→ WHAT IS EXPECTED: Your task is to filter the data below down to the lines holding "Rosford".
(DATA FOR THE TASK begins)
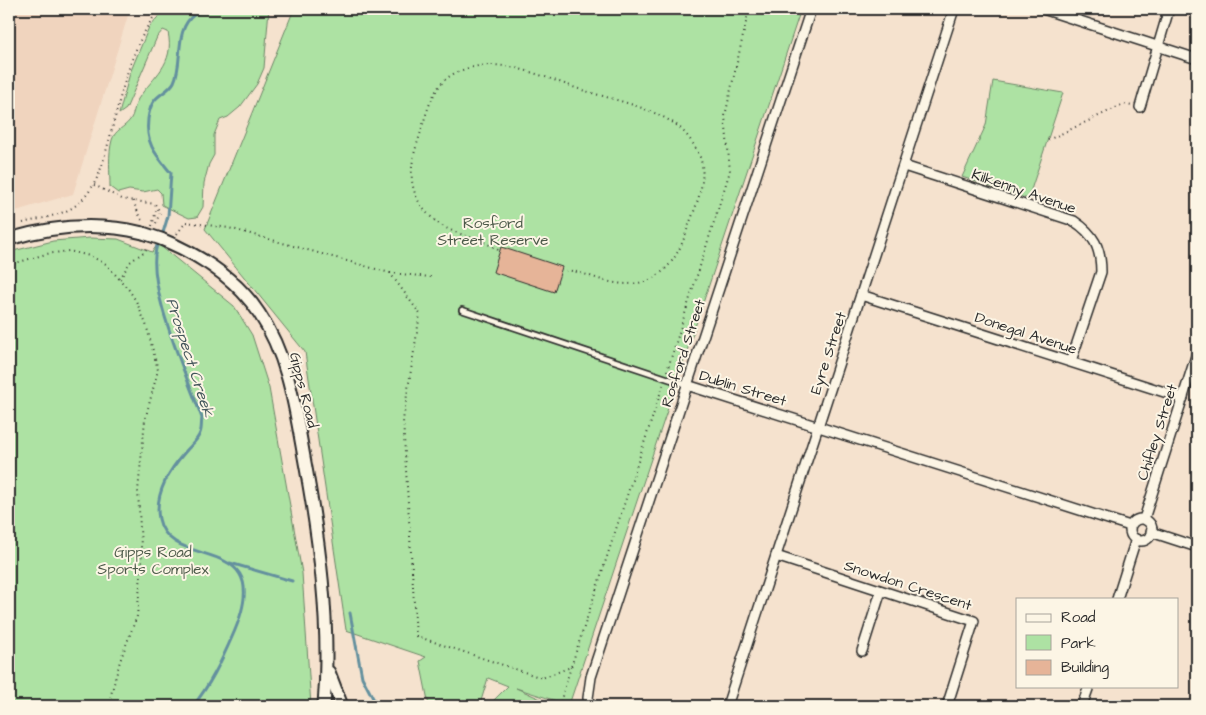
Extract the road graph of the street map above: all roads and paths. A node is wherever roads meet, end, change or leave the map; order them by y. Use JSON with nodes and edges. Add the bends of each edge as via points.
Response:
{"nodes":[{"id":1,"x":160,"y":9,"type":"edge"},
{"id":2,"x":749,"y":9,"type":"edge"},
{"id":3,"x":811,"y":9,"type":"edge"},
{"id":4,"x":954,"y":9,"type":"edge"},
{"id":5,"x":1043,"y":9,"type":"edge"},
{"id":6,"x":1169,"y":9,"type":"edge"},
{"id":7,"x":1157,"y":45,"type":"junction"},
{"id":8,"x":1197,"y":59,"type":"edge"},
{"id":9,"x":1140,"y":107,"type":"joint"},
{"id":10,"x":1048,"y":140,"type":"dead end"},
{"id":11,"x":904,"y":166,"type":"junction"},
{"id":12,"x":94,"y":186,"type":"junction"},
{"id":13,"x":133,"y":201,"type":"junction"},
{"id":14,"x":157,"y":207,"type":"dead end"},
{"id":15,"x":18,"y":225,"type":"dead end"},
{"id":16,"x":145,"y":228,"type":"junction"},
{"id":17,"x":9,"y":239,"type":"edge"},
{"id":18,"x":176,"y":240,"type":"junction"},
{"id":19,"x":498,"y":250,"type":"dead end"},
{"id":20,"x":141,"y":253,"type":"dead end"},
{"id":21,"x":9,"y":265,"type":"edge"},
{"id":22,"x":562,"y":270,"type":"dead end"},
{"id":23,"x":390,"y":273,"type":"junction"},
{"id":24,"x":431,"y":277,"type":"dead end"},
{"id":25,"x":120,"y":279,"type":"junction"},
{"id":26,"x":861,"y":295,"type":"junction"},
{"id":27,"x":462,"y":310,"type":"dead end"},
{"id":28,"x":1197,"y":353,"type":"edge"},
{"id":29,"x":1071,"y":361,"type":"junction"},
{"id":30,"x":665,"y":378,"type":"junction"},
{"id":31,"x":687,"y":384,"type":"junction"},
{"id":32,"x":1183,"y":398,"type":"junction"},
{"id":33,"x":819,"y":426,"type":"junction"},
{"id":34,"x":1144,"y":519,"type":"junction"},
{"id":35,"x":1130,"y":526,"type":"junction"},
{"id":36,"x":1151,"y":532,"type":"junction"},
{"id":37,"x":1136,"y":539,"type":"junction"},
{"id":38,"x":1197,"y":547,"type":"edge"},
{"id":39,"x":776,"y":556,"type":"junction"},
{"id":40,"x":882,"y":591,"type":"junction"},
{"id":41,"x":1117,"y":598,"type":"edge"},
{"id":42,"x":862,"y":651,"type":"dead end"},
{"id":43,"x":571,"y":667,"type":"junction"},
{"id":44,"x":327,"y":668,"type":"junction"},
{"id":45,"x":1088,"y":688,"type":"edge"},
{"id":46,"x":108,"y":706,"type":"edge"},
{"id":47,"x":324,"y":706,"type":"edge"},
{"id":48,"x":342,"y":706,"type":"edge"},
{"id":49,"x":559,"y":706,"type":"edge"},
{"id":50,"x":590,"y":706,"type":"edge"},
{"id":51,"x":727,"y":706,"type":"edge"},
{"id":52,"x":947,"y":706,"type":"edge"},
{"id":53,"x":1082,"y":706,"type":"edge"}],
"edges":[{"from":1,"to":12,"type":"path","via":[[149,22],[125,82]]},
{"from":2,"to":30,"type":"path","via":[[725,116],[730,171]]},
{"from":3,"to":31,"type":"street","name":"Rosford Street"},
{"from":4,"to":11,"type":"street","name":"Eyre Street"},
{"from":5,"to":7,"type":"street"},
{"from":6,"to":7,"type":"street"},
{"from":7,"to":8,"type":"street"},
{"from":7,"to":9,"type":"street"},
{"from":9,"to":10,"type":"path","via":[[1124,104]]},
{"from":11,"to":26,"type":"street","name":"Eyre Street"},
{"from":11,"to":29,"type":"street","name":"Kilkenny Avenue","via":[[1074,220],[1093,236],[1101,258],[1101,272]]},
{"from":12,"to":13,"type":"path","via":[[110,195]]},
{"from":12,"to":15,"type":"path","via":[[79,203],[62,212]]},
{"from":13,"to":14,"type":"path","via":[[151,202]]},
{"from":13,"to":16,"type":"path"},
{"from":16,"to":17,"type":"main road","name":"Gipps Road","via":[[88,226],[38,231]]},
{"from":16,"to":18,"type":"main road","name":"Gipps Road","bridge":true},
{"from":18,"to":23,"type":"path","via":[[186,222],[229,228]]},
{"from":18,"to":44,"type":"main road","name":"Gipps Road","via":[[218,270],[246,297],[259,313],[283,361],[294,402],[311,499]]},
{"from":19,"to":22,"type":"path","via":[[490,244],[442,227],[424,210],[411,184],[414,155],[437,92],[446,79],[485,65],[515,68],[656,114],[683,131],[700,158],[700,191],[683,244],[663,274],[647,281],[626,284]]},
{"from":20,"to":25,"type":"path","via":[[130,262]]},
{"from":21,"to":25,"type":"path","via":[[46,254],[69,252],[90,256],[106,264]]},
{"from":23,"to":24,"type":"path"},
{"from":23,"to":43,"type":"path","via":[[420,314],[403,420],[416,636],[542,678]]},
{"from":25,"to":46,"type":"path","via":[[146,324],[158,370],[145,420],[138,491],[142,565],[137,616]]},
{"from":26,"to":29,"type":"street","name":"Donegal Avenue"},
{"from":26,"to":33,"type":"street","name":"Eyre Street"},
{"from":27,"to":30,"type":"lane","name":"Dublin Street"},
{"from":28,"to":32,"type":"street","name":"Chifley Street"},
{"from":29,"to":32,"type":"street","name":"Donegal Avenue"},
{"from":30,"to":31,"type":"lane","name":"Dublin Street"},
{"from":30,"to":43,"type":"path"},
{"from":31,"to":33,"type":"street","name":"Dublin Street"},
{"from":31,"to":50,"type":"street","name":"Rosford Street","via":[[590,677]]},
{"from":32,"to":34,"type":"street","name":"Chifley Street"},
{"from":33,"to":35,"type":"street","name":"Dublin Street"},
{"from":33,"to":39,"type":"street","name":"Eyre Street"},
{"from":34,"to":35,"type":"street","via":[[1137,519]]},
{"from":34,"to":36,"type":"street","via":[[1151,526]]},
{"from":35,"to":37,"type":"street","via":[[1130,532]]},
{"from":36,"to":37,"type":"street","via":[[1147,538]]},
{"from":36,"to":38,"type":"street"},
{"from":37,"to":41,"type":"street"},
{"from":39,"to":40,"type":"street","name":"Snowdon Crescent"},
{"from":39,"to":51,"type":"street","name":"Eyre Street"},
{"from":40,"to":42,"type":"street"},
{"from":40,"to":52,"type":"street","name":"Snowdon Crescent","via":[[974,621]]},
{"from":43,"to":49,"type":"path"},
{"from":44,"to":47,"type":"main road","name":"Gipps Road"},
{"from":44,"to":48,"type":"main road","name":"Gipps Road"},
{"from":45,"to":53,"type":"street"}]}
(DATA FOR THE TASK ends)
→ OUTPUT BELOW:
{"from":3,"to":31,"type":"street","name":"Rosford Street"},
{"from":31,"to":50,"type":"street","name":"Rosford Street","via":[[590,677]]},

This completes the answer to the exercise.